SUPPLIED ENTRIES START

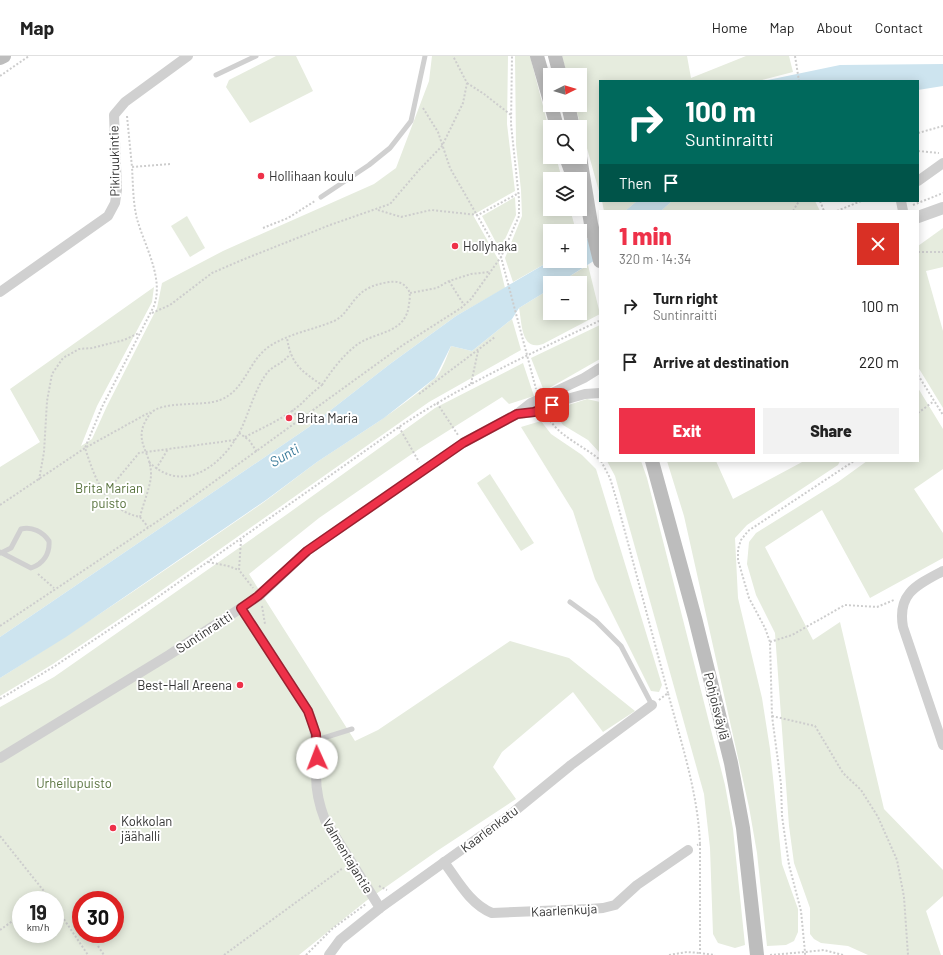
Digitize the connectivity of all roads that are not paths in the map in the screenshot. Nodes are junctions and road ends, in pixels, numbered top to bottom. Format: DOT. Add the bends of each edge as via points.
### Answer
graph roads {
  1 [pos="4,56"];
  2 [pos="188,56"];
  3 [pos="256,56"];
  4 [pos="425,56"];
  5 [pos="537,56"];
  6 [pos="555,56"];
  7 [pos="0,58"];
  8 [pos="558,68"];
  9 [pos="216,75"];
  10 [pos="543,77"];
  11 [pos="943,163"];
  12 [pos="581,164"];
  13 [pos="919,180"];
  14 [pos="321,196"];
  15 [pos="943,208"];
  16 [pos="587,216"];
  17 [pos="919,217"];
  18 [pos="590,224"];
  19 [pos="599,257"];
  20 [pos="0,292"];
  21 [pos="599,369"];
  22 [pos="599,393"];
  23 [pos="517,414"];
  24 [pos="652,462"];
  25 [pos="0,553"];
  26 [pos="943,571"];
  27 [pos="570,602"];
  28 [pos="241,608"];
  29 [pos="652,705"];
  30 [pos="352,729"];
  31 [pos="317,740"];
  32 [pos="943,745"];
  33 [pos="0,758"];
  34 [pos="688,850"];
  35 [pos="444,862"];
  36 [pos="380,908"];
  37 [pos="760,953"];
  38 [pos="329,955"];
  1 -- 7 [label="main road"];
  2 -- 20 [label="street, Pikiruukintie" via="119,107 114,115 117,190 115,203 108,216"];
  3 -- 9 [label="lane"];
  4 -- 14 [label="lane" via="411,121 390,148"];
  5 -- 10 [label="main road"];
  6 -- 8 [label="main road"];
  11 -- 13 [label="street"];
  12 -- 18 [label="main road"];
  15 -- 17 [label="street"];
  16 -- 18 [label="main road"];
  18 -- 19 [label="main road"];
  21 -- 23 [label="street, Suntinraitti" via="531,403"];
  22 -- 23 [label="street, Suntinraitti" via="585,394 534,412"];
  23 -- 28 [label="street, Suntinraitti" via="463,443 307,551 258,596"];
  24 -- 37 [label="main road, Pohjoisväylä" via="731,763 743,828"];
  25 -- 25 [label="lane" via="31,568 47,556 49,541 44,534 32,528 21,529 11,548"];
  26 -- 32 [label="street" via="906,595 901,614 903,627"];
  27 -- 29 [label="lane" via="596,621 620,646"];
  28 -- 31 [label="street, Valmentajantie" via="302,701 314,723"];
  28 -- 33 [label="street, Suntinraitti"];
  29 -- 35 [label="street, Kaarlenkatu" via="571,765 506,818"];
  30 -- 31 [label="lane"];
  31 -- 36 [label="street, Valmentajantie" via="319,805 325,820"];
  34 -- 35 [label="street, Kaarlenkuja" via="615,905 590,909 492,913 482,909 472,900"];
  35 -- 36 [label="street, Kaarlenkatu"];
  36 -- 38 [label="street, Kaarlenkatu" via="340,940"];
}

SUPPLIED ENTRIES END

### EXERCISE REQUIREMENTS
The records above need to be copied exactly, with the pictures left out.

### SOLUTION BELOW
Digitize the connectivity of all roads that are not paths in the map in the screenshot. Nodes are junctions and road ends, in pixels, numbered top to bottom. Format: DOT. Add the bends of each edge as via points.
### Answer
graph roads {
  1 [pos="4,56"];
  2 [pos="188,56"];
  3 [pos="256,56"];
  4 [pos="425,56"];
  5 [pos="537,56"];
  6 [pos="555,56"];
  7 [pos="0,58"];
  8 [pos="558,68"];
  9 [pos="216,75"];
  10 [pos="543,77"];
  11 [pos="943,163"];
  12 [pos="581,164"];
  13 [pos="919,180"];
  14 [pos="321,196"];
  15 [pos="943,208"];
  16 [pos="587,216"];
  17 [pos="919,217"];
  18 [pos="590,224"];
  19 [pos="599,257"];
  20 [pos="0,292"];
  21 [pos="599,369"];
  22 [pos="599,393"];
  23 [pos="517,414"];
  24 [pos="652,462"];
  25 [pos="0,553"];
  26 [pos="943,571"];
  27 [pos="570,602"];
  28 [pos="241,608"];
  29 [pos="652,705"];
  30 [pos="352,729"];
  31 [pos="317,740"];
  32 [pos="943,745"];
  33 [pos="0,758"];
  34 [pos="688,850"];
  35 [pos="444,862"];
  36 [pos="380,908"];
  37 [pos="760,953"];
  38 [pos="329,955"];
  1 -- 7 [label="main road"];
  2 -- 20 [label="street, Pikiruukintie" via="119,107 114,115 117,190 115,203 108,216"];
  3 -- 9 [label="lane"];
  4 -- 14 [label="lane" via="411,121 390,148"];
  5 -- 10 [label="main road"];
  6 -- 8 [label="main road"];
  11 -- 13 [label="street"];
  12 -- 18 [label="main road"];
  15 -- 17 [label="street"];
  16 -- 18 [label="main road"];
  18 -- 19 [label="main road"];
  21 -- 23 [label="street, Suntinraitti" via="531,403"];
  22 -- 23 [label="street, Suntinraitti" via="585,394 534,412"];
  23 -- 28 [label="street, Suntinraitti" via="463,443 307,551 258,596"];
  24 -- 37 [label="main road, Pohjoisväylä" via="731,763 743,828"];
  25 -- 25 [label="lane" via="31,568 47,556 49,541 44,534 32,528 21,529 11,548"];
  26 -- 32 [label="street" via="906,595 901,614 903,627"];
  27 -- 29 [label="lane" via="596,621 620,646"];
  28 -- 31 [label="street, Valmentajantie" via="302,701 314,723"];
  28 -- 33 [label="street, Suntinraitti"];
  29 -- 35 [label="street, Kaarlenkatu" via="571,765 506,818"];
  30 -- 31 [label="lane"];
  31 -- 36 [label="street, Valmentajantie" via="319,805 325,820"];
  34 -- 35 [label="street, Kaarlenkuja" via="615,905 590,909 492,913 482,909 472,900"];
  35 -- 36 [label="street, Kaarlenkatu"];
  36 -- 38 [label="street, Kaarlenkatu" via="340,940"];
}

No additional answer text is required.